腔隙性梗死连续住院患者NOTCH3基因突变分析

Analysis of NOTCH3 gene mutations among 330 consecutive inpatients with lacunar infarction

目的研究腔隙性梗死住院患者NOTCH3基因突变情况。方法纳入2020-10—2021-10广东省中医院脑病中心连续住院的腔隙性梗死患者330例,对所有患者进行NOTCH3基因突变分析,并比较基因突变阳性(CADASIL组)和阴性(非CADASIL组)腔隙性梗死患者的年龄、性别、家族史、血管危险因素、临床和影像表现等。结果330例患者中57例携带NOTCH3基因突变,其中15例为致病性突变(均为c.1630C>T;p.Arg544Cys),总体致病突变率为4.5%(95%CI:2.6%~7.4%)。检测到33种NOTCH3基因突变,包括31种错义突变和2种剪接突变。18例患者存在导致半胱氨酸数量改变的错义突变,总发生率为5.5%(95%CI:3.3%~8.5%)。CADASIL组和非CADASIL组患者年龄、性别、痴呆家族史、血管危险因素、颅内外大动脉狭窄、梗死灶数量、前颞极白质病变、精神障碍、偏头痛比较差异均无统计学意义(P>0.05),脑微出血、脑白质变性、认知障碍差异均有统计学意义(P<0.05)。
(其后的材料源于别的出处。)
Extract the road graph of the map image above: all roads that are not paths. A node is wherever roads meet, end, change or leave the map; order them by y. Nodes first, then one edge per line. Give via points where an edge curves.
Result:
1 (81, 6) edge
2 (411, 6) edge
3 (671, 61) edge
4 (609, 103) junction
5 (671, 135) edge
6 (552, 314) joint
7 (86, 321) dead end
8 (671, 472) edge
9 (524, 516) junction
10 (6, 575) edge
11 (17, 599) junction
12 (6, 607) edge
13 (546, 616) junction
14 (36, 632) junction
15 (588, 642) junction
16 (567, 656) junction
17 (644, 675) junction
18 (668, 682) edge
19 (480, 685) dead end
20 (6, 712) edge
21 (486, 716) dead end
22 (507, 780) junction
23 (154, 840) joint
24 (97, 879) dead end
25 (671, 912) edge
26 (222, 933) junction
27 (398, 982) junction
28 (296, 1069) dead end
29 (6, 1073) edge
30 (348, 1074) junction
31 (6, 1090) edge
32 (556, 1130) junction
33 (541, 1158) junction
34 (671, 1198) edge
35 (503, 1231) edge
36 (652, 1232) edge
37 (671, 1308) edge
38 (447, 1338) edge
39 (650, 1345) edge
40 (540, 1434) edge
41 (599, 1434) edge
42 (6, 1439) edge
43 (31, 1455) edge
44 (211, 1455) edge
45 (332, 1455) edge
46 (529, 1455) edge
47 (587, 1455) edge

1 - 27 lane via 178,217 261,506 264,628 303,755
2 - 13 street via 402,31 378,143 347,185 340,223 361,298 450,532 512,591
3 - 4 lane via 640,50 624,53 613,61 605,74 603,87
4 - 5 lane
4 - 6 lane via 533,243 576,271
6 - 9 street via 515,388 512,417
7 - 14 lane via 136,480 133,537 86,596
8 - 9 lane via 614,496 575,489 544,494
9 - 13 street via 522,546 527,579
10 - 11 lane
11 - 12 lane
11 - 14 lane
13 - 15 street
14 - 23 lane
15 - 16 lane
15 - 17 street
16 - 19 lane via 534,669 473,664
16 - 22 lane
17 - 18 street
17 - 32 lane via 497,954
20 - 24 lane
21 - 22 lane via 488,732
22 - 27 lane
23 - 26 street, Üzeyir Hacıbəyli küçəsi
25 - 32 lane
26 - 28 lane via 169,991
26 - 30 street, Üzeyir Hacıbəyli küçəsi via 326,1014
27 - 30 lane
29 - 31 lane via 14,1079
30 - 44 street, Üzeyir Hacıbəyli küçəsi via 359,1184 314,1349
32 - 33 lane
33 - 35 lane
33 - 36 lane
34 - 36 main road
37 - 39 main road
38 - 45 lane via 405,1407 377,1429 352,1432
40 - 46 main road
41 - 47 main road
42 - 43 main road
结论腔隙性梗死患者NOTCH3基因致病性突变率与既往研究结果大致一致,但c.1630C>T突变发生率高于既往估计,在发现有更多的新突变位点前,选择性对突变“热点区域”检测更经济、高效。合并脑微出血、脑白质变性、认知障碍的腔隙性梗死患者的NOTCH3基因筛查更有意义。

Objective To study the NOTCH3 gene mutations in hospitalized patients with lacunar infarction.Methods A total of 330 inpatients with lacunar infarction from October 2020 to October 2021 in Encephalopathy Center,Guangdong Provincial Hospital of Traditional Chinese Medicine were included,and all patients were screened for NOTCH3 gene mutations.The age,gender,family history,vascular risk factors,clinical and imaging manifestations,etc.of patients with positive gene mutations(CADASIL group)and negative(non-CADASIL group)were recorded and compared.Results Among 330 patients,57 patients carried NOTCH3 gene mutations,15 of which were confirmed pathogenic mutations(all c.1630C>T;p.Arg544Cys),with the overall pathogenic mutation frequency of 4.5%(95%CI:2.6%-7.4%).Thirty-three different NOTCH3 gene mutations were detected,including 31 missense mutations and 2 splicing mutations.Missense mutations causing changes in the number of cysteine were found in 18 patients,with an overall incidence of 5.5%(95%CI:3.3%-8.5%).Comparison of the patients with lacunar infarction between the CADASIL group and the non-CADASIL group,there were no statistically significant differences in age,gender,family history of dementia,vascular risk factors,stenosis in the extra or intra-cranial cerebral vessels,number of lacunes,anterior temporal pole white matter lesions,mental disorders,and migraine(P>0.05),the differences in cerebral microbleeds,cerebral white matter degeneration,and cognitive impairment were statistically significant(P<0.05).Conclusion Among hospitalized patients with lacunar infarction,the pathogenic mutation rate of NOTCH3 gene is generally consistent with the results of previous studies,but the c.1630C>T mutation rate is higher than previously estimated.Before more new mutation sites are discovered,it is more cost-effective and efficient to selectively detect mutation“hot spots”.NOTCH3 gene screening is more meaningful for patients with cavity infarction combined with cerebral microbleeds,white matter degeneration,and cognitive impairment.